Remarks. Overall, the pinnular densities appear to be similar to that of the holotype of A. bipinnata ( Fig. 1 View FIGURE 1 b). In these features, however, our specimen is similar to one of the paratypes which has a maximum pinnular length of 45 mm and a pinnular density of 4 to 5 per centimeter. The skeletal morphology is similar to that of the Northern Hemisphere specimens, with conical, acute spines with flared bases; however, the maximum size of the polypar spines is smaller in the present specimen than in the previously described specimens (159 versus 200 to 300 µm tall, respectively). The additional small secondary spines reported for the holotype ( Opresko, 2005) were not found in the Chilean A. bipinnata ( Fig. 1 View FIGURE 1 c–f). The smaller size of the polypar spines and the absence of secondary spines, suggests that the Chilean specimen may represent a different species. Although spine size can be a valid species-level character, the examination of a larger suite of specimens is needed to eliminate the possibility that the differences reported here represent only intraspecific variability.

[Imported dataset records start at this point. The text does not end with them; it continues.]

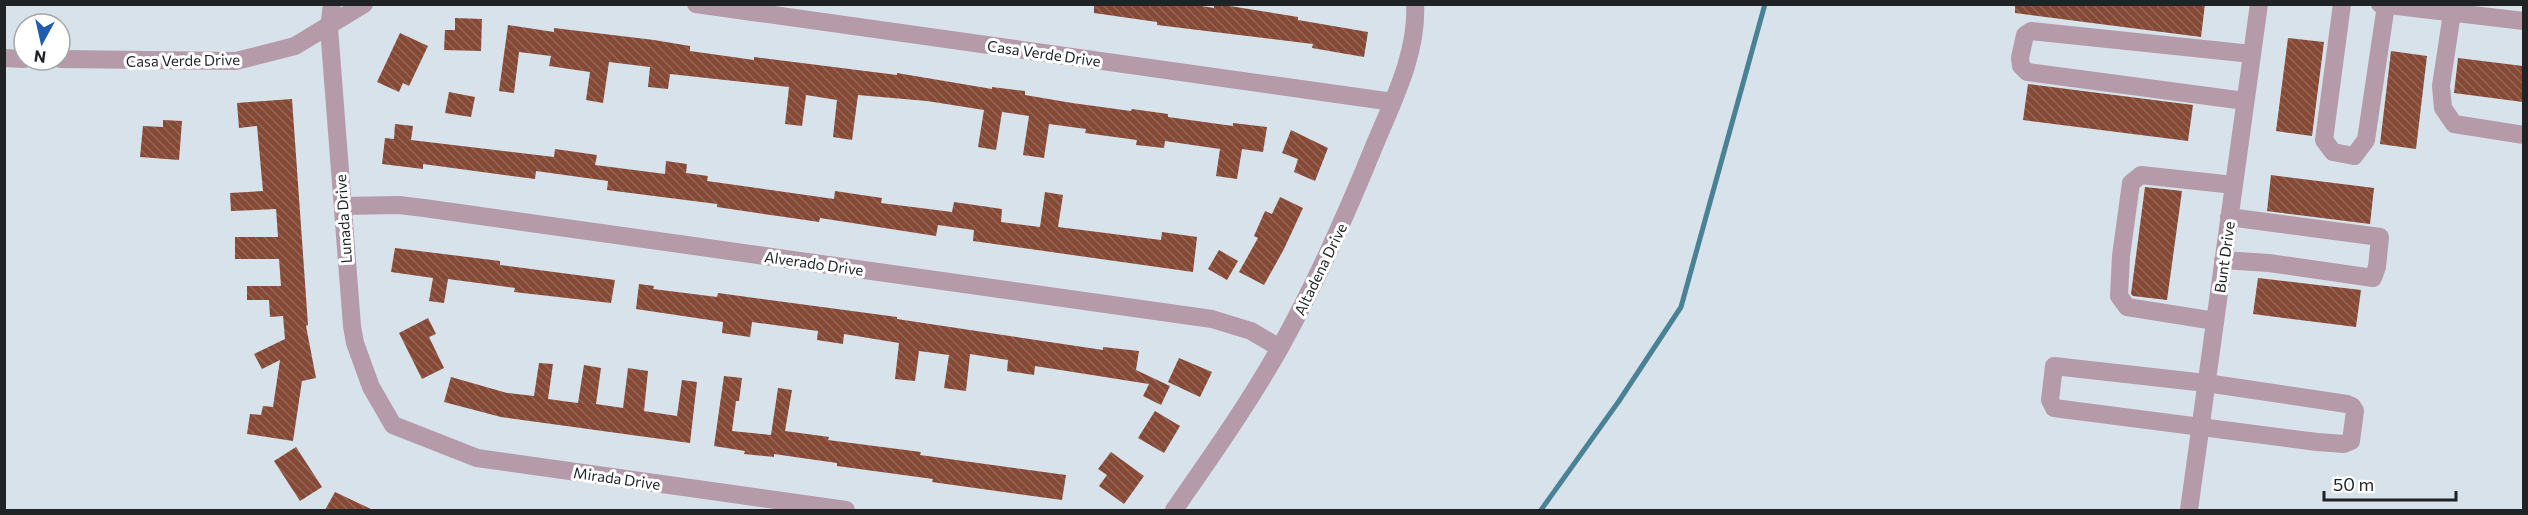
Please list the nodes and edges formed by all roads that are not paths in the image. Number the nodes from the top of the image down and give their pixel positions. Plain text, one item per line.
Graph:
1 (332, 4) edge
2 (364, 4) edge
3 (696, 4) edge
4 (1415, 4) edge
5 (2259, 4) edge
6 (2342, 4) edge
7 (2380, 4) edge
8 (2386, 5) edge
9 (2452, 13) junction
10 (2523, 21) edge
11 (329, 27) junction
12 (2252, 54) junction
13 (72, 59) edge
14 (2245, 101) junction
15 (1393, 102) junction
16 (2523, 135) edge
17 (2234, 185) junction
18 (343, 206) junction
19 (2229, 217) junction
20 (2223, 260) junction
21 (2215, 321) junction
22 (1280, 348) junction
23 (2206, 383) junction
24 (393, 425) joint
25 (2200, 427) junction
26 (846, 510) edge
27 (1174, 510) edge
28 (2189, 510) edge

1 - 11 street, Lunada Drive
2 - 11 street, Casa Verde Drive
3 - 15 street, Casa Verde Drive
4 - 15 street, Altadena Drive
5 - 12 street, Bunt Drive
6 - 8 street
7 - 8 street
8 - 9 street
9 - 10 street
9 - 16 street
11 - 13 street, Casa Verde Drive
11 - 18 street, Lunada Drive
12 - 14 street, Bunt Drive
12 - 14 street
14 - 17 street, Bunt Drive
15 - 22 street, Altadena Drive
17 - 19 street, Bunt Drive
17 - 21 street
18 - 22 street, Alverado Drive
18 - 24 street, Lunada Drive
19 - 20 street, Bunt Drive
19 - 20 street
20 - 21 street, Bunt Drive
21 - 23 street, Bunt Drive
22 - 27 street, Altadena Drive
23 - 25 street, Bunt Drive
23 - 25 street
23 - 25 street
24 - 26 street, Mirada Drive
25 - 28 street, Bunt Drive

Of the approximately 247 known antipatharian species ( Brugler et al., 2013), only eleven of them, or about 4.5 %, occur along the southeastern Pacific off Chile. All of these species only occur in subtidal waters; from 79 m for Plumapathes fernandezi (Pourtalès, 1874) (USNM 99762) from the Juan Fernández Archipelago to a maximum depth of 1800 m for Lillipathes ritamariae Opresko & Breedy, 2010 , from off Caldera, in northern Chile ( Araya et al., 2016a). The modest number of species reported for the area may reflect the lack of sampling in deep waters; from these species four are endemic and three of them have been found only once, while the rest has been collected as bycatch in deep-water fisheries.

Records of unidentified species, in the genera Antipathes Pallas, 1766 ; Cladopathes Brook, 1889 ; Chrysopathes Opresko, 2003 ; Leiopathes Haime, 1849 and Lillipathes Opresko, 2002 , are also known from the area, derived from specimens collected serendipitously in the deep-water fisheries of the Patagonian Toothfish operating at 800–2000 m depth along the entire Chilean coast ( Bravo et al., 2005). Additionally, material obtained in several expeditions along the coasts of the Southeastern Pacific (RV Anton Bruun, HMS Challenger, etc.), accounted for a total number of twelve antipatharian species (including species only identified to genus-level) for Chilean waters ( Häussermann & Försterra, 2007). Unfortunately, species-level identification in these specimens is hindered by the lack of local experts and the scant material deposited in local institutions; they are currently absent in the collections of the MNHNCL at Santiago, Chile (Jorge Pérez-Schultheiss, pers. comm.). This work adds to the scarce information on black corals from the Peruvian province; the present record from northern Chile extends the biogeographical range of this species significantly southwards, and it suggests a continuous distribution of this species along the South American continental margin.